» **Exercise aim**: The records below are to be repeated exactly, and their pictures left out.

[[ Records provided open ]]

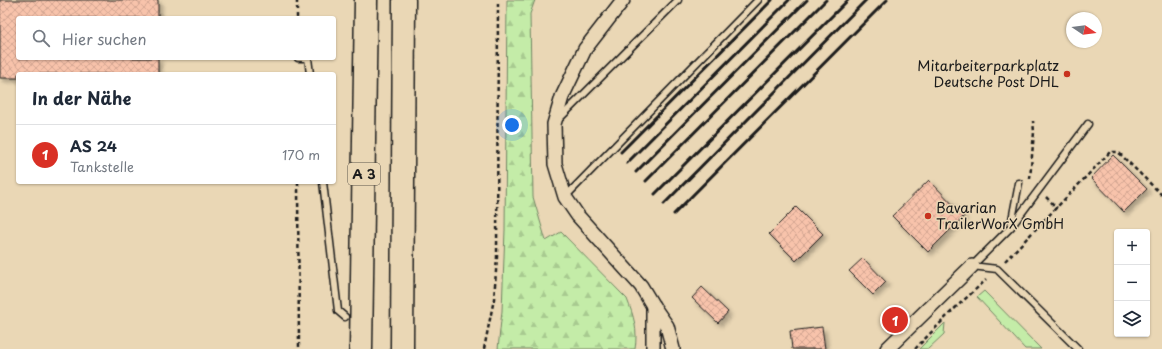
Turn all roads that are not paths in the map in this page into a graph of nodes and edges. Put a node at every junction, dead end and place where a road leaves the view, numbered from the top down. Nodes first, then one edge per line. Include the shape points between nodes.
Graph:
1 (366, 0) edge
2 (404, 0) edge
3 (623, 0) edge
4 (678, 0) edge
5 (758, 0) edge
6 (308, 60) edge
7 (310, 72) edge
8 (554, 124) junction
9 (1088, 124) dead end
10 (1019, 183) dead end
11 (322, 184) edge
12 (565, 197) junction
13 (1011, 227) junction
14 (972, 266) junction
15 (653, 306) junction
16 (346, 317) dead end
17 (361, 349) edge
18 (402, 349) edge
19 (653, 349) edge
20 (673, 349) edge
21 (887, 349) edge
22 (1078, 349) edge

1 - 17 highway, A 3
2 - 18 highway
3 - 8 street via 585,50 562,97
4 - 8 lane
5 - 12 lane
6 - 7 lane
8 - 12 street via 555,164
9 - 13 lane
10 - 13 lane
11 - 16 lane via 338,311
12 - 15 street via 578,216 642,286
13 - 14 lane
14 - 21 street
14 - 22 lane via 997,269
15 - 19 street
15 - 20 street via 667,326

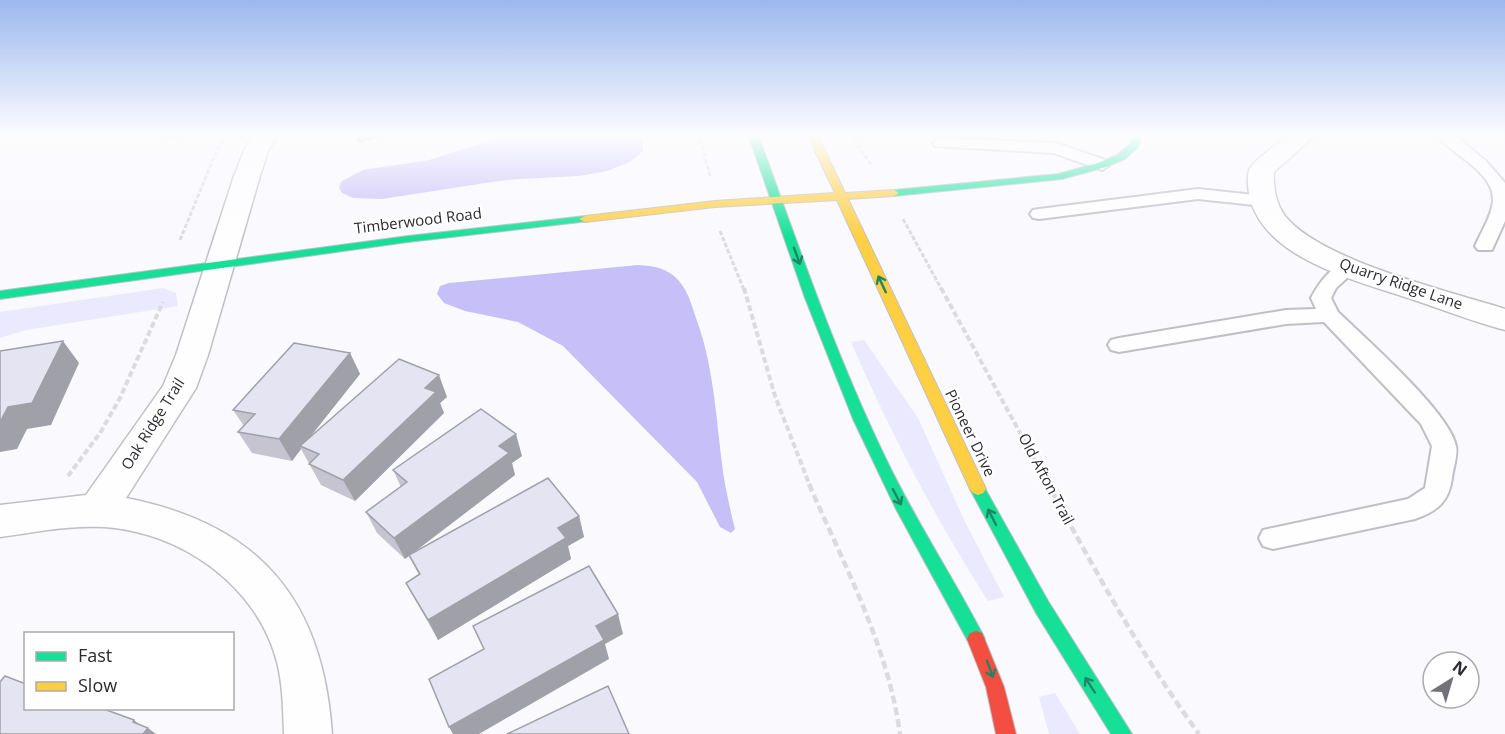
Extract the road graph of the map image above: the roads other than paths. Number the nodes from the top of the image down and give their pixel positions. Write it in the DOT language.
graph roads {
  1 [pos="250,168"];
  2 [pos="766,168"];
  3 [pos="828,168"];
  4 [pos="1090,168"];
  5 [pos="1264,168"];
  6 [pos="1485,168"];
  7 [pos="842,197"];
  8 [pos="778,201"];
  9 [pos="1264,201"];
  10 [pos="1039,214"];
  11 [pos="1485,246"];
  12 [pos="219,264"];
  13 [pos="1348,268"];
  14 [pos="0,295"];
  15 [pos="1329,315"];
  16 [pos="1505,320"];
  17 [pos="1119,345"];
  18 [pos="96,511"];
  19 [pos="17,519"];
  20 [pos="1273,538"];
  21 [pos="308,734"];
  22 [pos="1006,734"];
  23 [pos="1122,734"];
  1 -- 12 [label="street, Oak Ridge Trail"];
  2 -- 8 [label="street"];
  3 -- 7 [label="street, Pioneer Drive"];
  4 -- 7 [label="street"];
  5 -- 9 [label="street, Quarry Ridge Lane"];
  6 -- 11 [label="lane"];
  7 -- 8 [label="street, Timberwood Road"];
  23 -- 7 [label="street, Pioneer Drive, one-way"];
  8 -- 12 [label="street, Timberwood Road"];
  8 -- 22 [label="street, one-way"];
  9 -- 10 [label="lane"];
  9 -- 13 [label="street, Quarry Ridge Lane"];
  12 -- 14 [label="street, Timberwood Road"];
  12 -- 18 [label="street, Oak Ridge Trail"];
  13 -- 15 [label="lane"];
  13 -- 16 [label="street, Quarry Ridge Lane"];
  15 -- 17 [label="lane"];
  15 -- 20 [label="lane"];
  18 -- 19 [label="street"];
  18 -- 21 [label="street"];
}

[[ Records provided closed ]]

» **Response area**:
Turn all roads that are not paths in the map in this page into a graph of nodes and edges. Put a node at every junction, dead end and place where a road leaves the view, numbered from the top down. Nodes first, then one edge per line. Include the shape points between nodes.
Graph:
1 (366, 0) edge
2 (404, 0) edge
3 (623, 0) edge
4 (678, 0) edge
5 (758, 0) edge
6 (308, 60) edge
7 (310, 72) edge
8 (554, 124) junction
9 (1088, 124) dead end
10 (1019, 183) dead end
11 (322, 184) edge
12 (565, 197) junction
13 (1011, 227) junction
14 (972, 266) junction
15 (653, 306) junction
16 (346, 317) dead end
17 (361, 349) edge
18 (402, 349) edge
19 (653, 349) edge
20 (673, 349) edge
21 (887, 349) edge
22 (1078, 349) edge

1 - 17 highway, A 3
2 - 18 highway
3 - 8 street via 585,50 562,97
4 - 8 lane
5 - 12 lane
6 - 7 lane
8 - 12 street via 555,164
9 - 13 lane
10 - 13 lane
11 - 16 lane via 338,311
12 - 15 street via 578,216 642,286
13 - 14 lane
14 - 21 street
14 - 22 lane via 997,269
15 - 19 street
15 - 20 street via 667,326

Extract the road graph of the map image above: the roads other than paths. Number the nodes from the top of the image down and give their pixel positions. Write it in the DOT language.
graph roads {
  1 [pos="250,168"];
  2 [pos="766,168"];
  3 [pos="828,168"];
  4 [pos="1090,168"];
  5 [pos="1264,168"];
  6 [pos="1485,168"];
  7 [pos="842,197"];
  8 [pos="778,201"];
  9 [pos="1264,201"];
  10 [pos="1039,214"];
  11 [pos="1485,246"];
  12 [pos="219,264"];
  13 [pos="1348,268"];
  14 [pos="0,295"];
  15 [pos="1329,315"];
  16 [pos="1505,320"];
  17 [pos="1119,345"];
  18 [pos="96,511"];
  19 [pos="17,519"];
  20 [pos="1273,538"];
  21 [pos="308,734"];
  22 [pos="1006,734"];
  23 [pos="1122,734"];
  1 -- 12 [label="street, Oak Ridge Trail"];
  2 -- 8 [label="street"];
  3 -- 7 [label="street, Pioneer Drive"];
  4 -- 7 [label="street"];
  5 -- 9 [label="street, Quarry Ridge Lane"];
  6 -- 11 [label="lane"];
  7 -- 8 [label="street, Timberwood Road"];
  23 -- 7 [label="street, Pioneer Drive, one-way"];
  8 -- 12 [label="street, Timberwood Road"];
  8 -- 22 [label="street, one-way"];
  9 -- 10 [label="lane"];
  9 -- 13 [label="street, Quarry Ridge Lane"];
  12 -- 14 [label="street, Timberwood Road"];
  12 -- 18 [label="street, Oak Ridge Trail"];
  13 -- 15 [label="lane"];
  13 -- 16 [label="street, Quarry Ridge Lane"];
  15 -- 17 [label="lane"];
  15 -- 20 [label="lane"];
  18 -- 19 [label="street"];
  18 -- 21 [label="street"];
}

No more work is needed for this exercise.